§ Work order: Where the string "Right" shows up in a line of the records, copy that line.
_ _ _
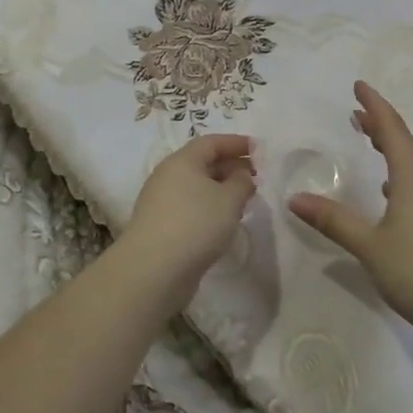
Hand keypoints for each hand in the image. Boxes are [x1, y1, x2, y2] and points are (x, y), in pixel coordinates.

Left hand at [120, 134, 256, 304]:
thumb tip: (242, 175)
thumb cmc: (195, 224)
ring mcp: (161, 202)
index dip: (236, 143)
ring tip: (244, 200)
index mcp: (182, 160)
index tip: (259, 149)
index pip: (211, 142)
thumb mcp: (229, 199)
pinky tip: (224, 222)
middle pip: (202, 163)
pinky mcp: (161, 226)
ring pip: (196, 187)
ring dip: (221, 189)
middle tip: (256, 176)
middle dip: (230, 167)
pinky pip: (190, 207)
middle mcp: (168, 176)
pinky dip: (209, 208)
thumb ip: (241, 182)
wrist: (153, 270)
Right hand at [288, 81, 412, 336]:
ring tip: (372, 142)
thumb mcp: (369, 246)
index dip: (375, 106)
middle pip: (406, 143)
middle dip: (382, 124)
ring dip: (393, 147)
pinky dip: (402, 173)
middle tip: (357, 113)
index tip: (359, 85)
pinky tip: (392, 192)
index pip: (393, 130)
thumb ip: (333, 220)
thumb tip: (295, 198)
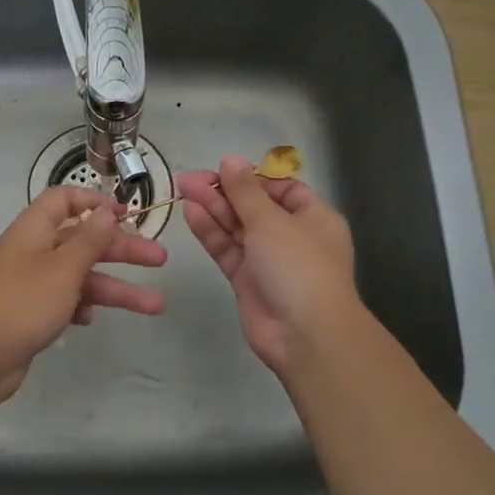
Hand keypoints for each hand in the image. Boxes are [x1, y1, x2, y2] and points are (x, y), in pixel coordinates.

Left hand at [0, 186, 166, 406]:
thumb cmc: (21, 304)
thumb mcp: (62, 269)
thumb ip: (89, 240)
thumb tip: (106, 210)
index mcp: (34, 230)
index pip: (64, 200)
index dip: (95, 202)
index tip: (127, 215)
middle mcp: (33, 251)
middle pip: (83, 241)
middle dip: (122, 249)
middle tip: (159, 260)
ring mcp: (31, 284)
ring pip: (80, 277)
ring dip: (115, 288)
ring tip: (154, 305)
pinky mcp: (30, 313)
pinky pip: (64, 301)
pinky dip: (82, 306)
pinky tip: (92, 319)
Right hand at [177, 155, 358, 376]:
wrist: (304, 334)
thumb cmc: (298, 266)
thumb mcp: (271, 220)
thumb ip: (245, 190)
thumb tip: (230, 159)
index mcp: (312, 217)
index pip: (280, 189)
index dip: (251, 178)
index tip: (222, 170)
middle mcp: (291, 236)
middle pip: (253, 207)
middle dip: (223, 192)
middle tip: (187, 180)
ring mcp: (268, 260)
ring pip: (237, 228)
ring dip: (212, 209)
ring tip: (182, 190)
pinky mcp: (247, 281)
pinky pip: (227, 250)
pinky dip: (210, 232)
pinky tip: (190, 214)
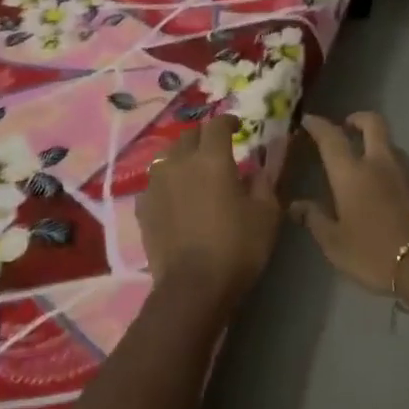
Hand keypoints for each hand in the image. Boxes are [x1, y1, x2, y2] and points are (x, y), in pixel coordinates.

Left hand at [137, 116, 281, 301]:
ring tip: (193, 170)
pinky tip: (175, 197)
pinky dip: (166, 183)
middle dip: (203, 137)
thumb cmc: (237, 247)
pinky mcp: (142, 207)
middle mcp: (179, 163)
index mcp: (212, 159)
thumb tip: (258, 170)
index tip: (237, 127)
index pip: (217, 125)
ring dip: (182, 157)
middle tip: (216, 149)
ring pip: (167, 157)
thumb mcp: (266, 215)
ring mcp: (156, 184)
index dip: (228, 121)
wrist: (193, 287)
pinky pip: (155, 183)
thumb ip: (264, 184)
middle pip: (188, 136)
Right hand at [290, 113, 408, 296]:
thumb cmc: (374, 253)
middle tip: (347, 127)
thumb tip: (296, 205)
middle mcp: (380, 163)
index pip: (331, 137)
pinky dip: (393, 172)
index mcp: (351, 173)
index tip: (309, 120)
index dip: (318, 125)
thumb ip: (315, 219)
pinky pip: (406, 170)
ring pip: (392, 145)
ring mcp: (408, 174)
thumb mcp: (335, 244)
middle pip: (373, 123)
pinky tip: (389, 193)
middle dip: (358, 118)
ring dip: (378, 145)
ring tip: (367, 163)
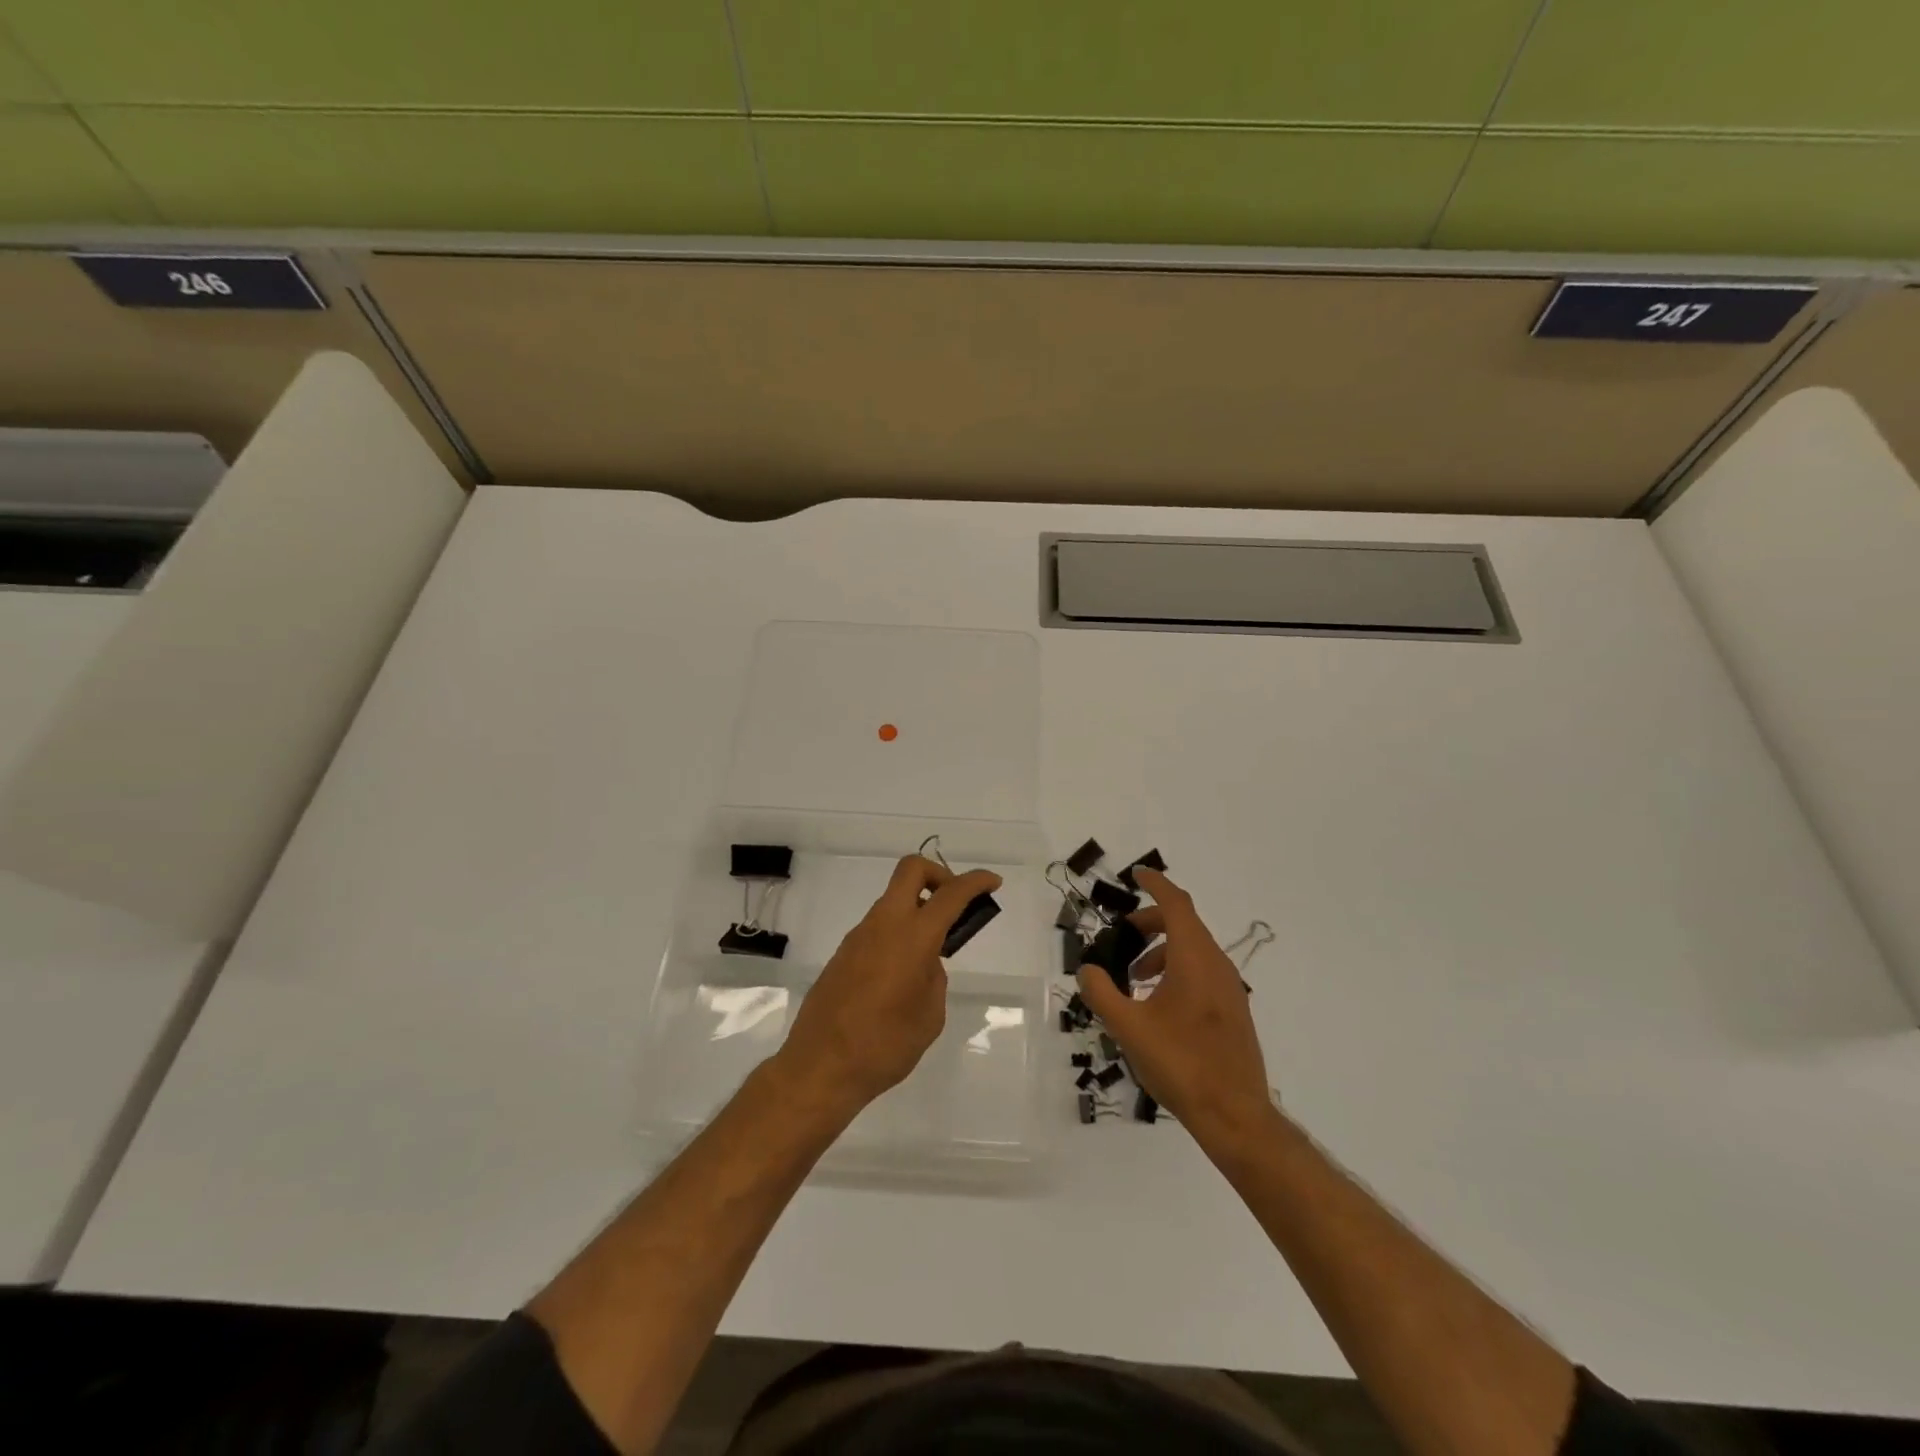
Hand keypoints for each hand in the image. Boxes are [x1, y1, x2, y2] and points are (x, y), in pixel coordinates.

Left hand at [775, 854, 1001, 1121]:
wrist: (820, 1067)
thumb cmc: (885, 1045)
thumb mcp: (929, 1015)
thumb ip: (934, 978)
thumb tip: (924, 964)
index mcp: (912, 937)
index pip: (950, 893)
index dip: (976, 881)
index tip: (993, 881)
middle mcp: (883, 925)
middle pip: (911, 870)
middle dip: (939, 874)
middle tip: (955, 905)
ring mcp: (859, 936)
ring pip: (893, 900)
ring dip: (917, 909)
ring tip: (932, 953)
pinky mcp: (843, 953)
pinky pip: (878, 927)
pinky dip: (898, 932)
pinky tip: (902, 973)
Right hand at [1076, 867, 1275, 1148]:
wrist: (1235, 1115)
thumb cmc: (1180, 1064)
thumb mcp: (1128, 1027)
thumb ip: (1102, 992)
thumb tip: (1087, 969)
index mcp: (1194, 959)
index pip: (1176, 905)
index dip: (1156, 884)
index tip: (1136, 874)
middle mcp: (1217, 965)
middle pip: (1184, 925)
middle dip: (1151, 923)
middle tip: (1122, 937)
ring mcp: (1230, 988)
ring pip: (1193, 950)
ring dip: (1162, 951)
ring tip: (1134, 978)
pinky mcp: (1233, 1010)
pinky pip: (1202, 972)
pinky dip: (1176, 970)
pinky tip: (1157, 1004)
_ _ _
§ Output of the exercise:
Right hand at [288, 81, 412, 336]:
Right hand at [177, 155, 358, 376]:
Right hand at [290, 113, 408, 296]:
Right hand at [1076, 867, 1275, 1148]:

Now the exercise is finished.